Start of MATERIAL SUPPLIED

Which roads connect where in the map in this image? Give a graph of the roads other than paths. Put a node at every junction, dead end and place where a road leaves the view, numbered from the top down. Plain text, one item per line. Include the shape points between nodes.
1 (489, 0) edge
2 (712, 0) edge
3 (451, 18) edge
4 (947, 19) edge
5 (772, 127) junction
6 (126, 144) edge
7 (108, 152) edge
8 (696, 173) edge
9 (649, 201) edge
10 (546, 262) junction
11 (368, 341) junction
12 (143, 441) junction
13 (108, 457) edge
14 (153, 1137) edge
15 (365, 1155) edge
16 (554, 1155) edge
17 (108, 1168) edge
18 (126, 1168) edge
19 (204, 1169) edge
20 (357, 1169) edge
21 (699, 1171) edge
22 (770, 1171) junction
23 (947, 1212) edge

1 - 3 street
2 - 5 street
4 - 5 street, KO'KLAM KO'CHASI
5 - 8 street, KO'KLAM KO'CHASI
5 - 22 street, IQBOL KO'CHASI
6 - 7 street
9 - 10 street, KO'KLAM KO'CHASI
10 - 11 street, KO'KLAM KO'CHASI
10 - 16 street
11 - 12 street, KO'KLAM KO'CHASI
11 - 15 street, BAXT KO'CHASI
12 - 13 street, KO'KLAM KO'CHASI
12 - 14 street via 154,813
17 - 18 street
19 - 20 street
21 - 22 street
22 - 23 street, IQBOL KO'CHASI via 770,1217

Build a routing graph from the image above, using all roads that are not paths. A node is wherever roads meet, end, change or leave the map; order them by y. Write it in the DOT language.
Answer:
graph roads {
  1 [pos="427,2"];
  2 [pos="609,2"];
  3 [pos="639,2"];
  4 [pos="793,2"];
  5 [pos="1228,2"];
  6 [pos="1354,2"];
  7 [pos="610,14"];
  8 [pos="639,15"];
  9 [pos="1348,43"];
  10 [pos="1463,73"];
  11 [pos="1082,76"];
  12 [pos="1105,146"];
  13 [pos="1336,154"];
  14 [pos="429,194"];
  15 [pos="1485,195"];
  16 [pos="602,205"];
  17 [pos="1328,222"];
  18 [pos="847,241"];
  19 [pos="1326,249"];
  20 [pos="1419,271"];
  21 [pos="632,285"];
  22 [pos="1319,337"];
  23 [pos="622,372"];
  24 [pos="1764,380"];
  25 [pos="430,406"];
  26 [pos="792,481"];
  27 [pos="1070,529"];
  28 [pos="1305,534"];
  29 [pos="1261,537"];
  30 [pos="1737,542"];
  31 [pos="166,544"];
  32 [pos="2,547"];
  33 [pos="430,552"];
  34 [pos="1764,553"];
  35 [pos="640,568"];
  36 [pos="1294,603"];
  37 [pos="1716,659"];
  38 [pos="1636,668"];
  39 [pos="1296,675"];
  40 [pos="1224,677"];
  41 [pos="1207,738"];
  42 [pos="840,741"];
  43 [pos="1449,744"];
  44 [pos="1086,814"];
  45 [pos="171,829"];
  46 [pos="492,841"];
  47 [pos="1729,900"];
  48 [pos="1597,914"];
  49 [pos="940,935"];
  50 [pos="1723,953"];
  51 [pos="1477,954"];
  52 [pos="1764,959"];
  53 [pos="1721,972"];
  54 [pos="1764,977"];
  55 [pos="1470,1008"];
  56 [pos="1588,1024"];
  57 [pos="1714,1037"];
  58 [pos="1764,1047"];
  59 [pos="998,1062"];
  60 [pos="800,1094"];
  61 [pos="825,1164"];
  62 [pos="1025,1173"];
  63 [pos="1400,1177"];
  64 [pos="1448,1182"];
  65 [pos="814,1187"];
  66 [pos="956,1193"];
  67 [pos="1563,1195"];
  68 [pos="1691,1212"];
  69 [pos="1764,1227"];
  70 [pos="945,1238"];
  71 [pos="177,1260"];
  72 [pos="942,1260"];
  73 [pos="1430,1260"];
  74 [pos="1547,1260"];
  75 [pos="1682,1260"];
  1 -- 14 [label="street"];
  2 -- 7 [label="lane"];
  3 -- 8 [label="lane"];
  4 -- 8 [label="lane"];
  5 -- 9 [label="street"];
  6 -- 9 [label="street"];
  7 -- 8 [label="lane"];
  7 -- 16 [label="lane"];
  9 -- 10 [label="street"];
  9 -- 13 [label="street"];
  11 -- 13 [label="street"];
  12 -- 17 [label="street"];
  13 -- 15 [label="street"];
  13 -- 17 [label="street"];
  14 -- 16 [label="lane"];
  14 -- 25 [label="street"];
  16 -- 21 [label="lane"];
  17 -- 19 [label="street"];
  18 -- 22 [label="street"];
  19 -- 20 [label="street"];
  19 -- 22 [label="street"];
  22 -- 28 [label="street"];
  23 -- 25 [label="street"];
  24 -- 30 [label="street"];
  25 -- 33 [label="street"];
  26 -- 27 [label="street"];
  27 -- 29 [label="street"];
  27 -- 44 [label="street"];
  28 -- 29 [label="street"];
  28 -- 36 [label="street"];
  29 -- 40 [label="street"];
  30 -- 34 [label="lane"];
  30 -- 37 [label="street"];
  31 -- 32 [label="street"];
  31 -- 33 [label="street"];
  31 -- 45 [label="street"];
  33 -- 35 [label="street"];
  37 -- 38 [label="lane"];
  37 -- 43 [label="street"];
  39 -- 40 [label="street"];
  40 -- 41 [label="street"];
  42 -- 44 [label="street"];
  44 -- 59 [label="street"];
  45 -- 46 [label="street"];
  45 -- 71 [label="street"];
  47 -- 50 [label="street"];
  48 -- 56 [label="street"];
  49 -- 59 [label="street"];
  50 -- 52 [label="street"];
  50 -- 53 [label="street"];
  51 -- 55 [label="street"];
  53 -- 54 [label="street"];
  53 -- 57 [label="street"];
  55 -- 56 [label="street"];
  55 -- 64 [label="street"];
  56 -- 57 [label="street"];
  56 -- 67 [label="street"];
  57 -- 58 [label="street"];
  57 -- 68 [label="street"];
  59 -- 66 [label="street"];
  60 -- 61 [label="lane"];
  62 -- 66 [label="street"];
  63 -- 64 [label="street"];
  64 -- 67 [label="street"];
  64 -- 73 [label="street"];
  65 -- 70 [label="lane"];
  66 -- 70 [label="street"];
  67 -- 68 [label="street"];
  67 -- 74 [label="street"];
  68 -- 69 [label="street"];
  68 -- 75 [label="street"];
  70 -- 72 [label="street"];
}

End of MATERIAL SUPPLIED

• [YOUR OBJECTIVE]: Search the records for the word "node". Copy each line where it appears.

• [ANSWER FOR THE TASK]:
Which roads connect where in the map in this image? Give a graph of the roads other than paths. Put a node at every junction, dead end and place where a road leaves the view, numbered from the top down. Plain text, one item per line. Include the shape points between nodes.
Build a routing graph from the image above, using all roads that are not paths. A node is wherever roads meet, end, change or leave the map; order them by y. Write it in the DOT language.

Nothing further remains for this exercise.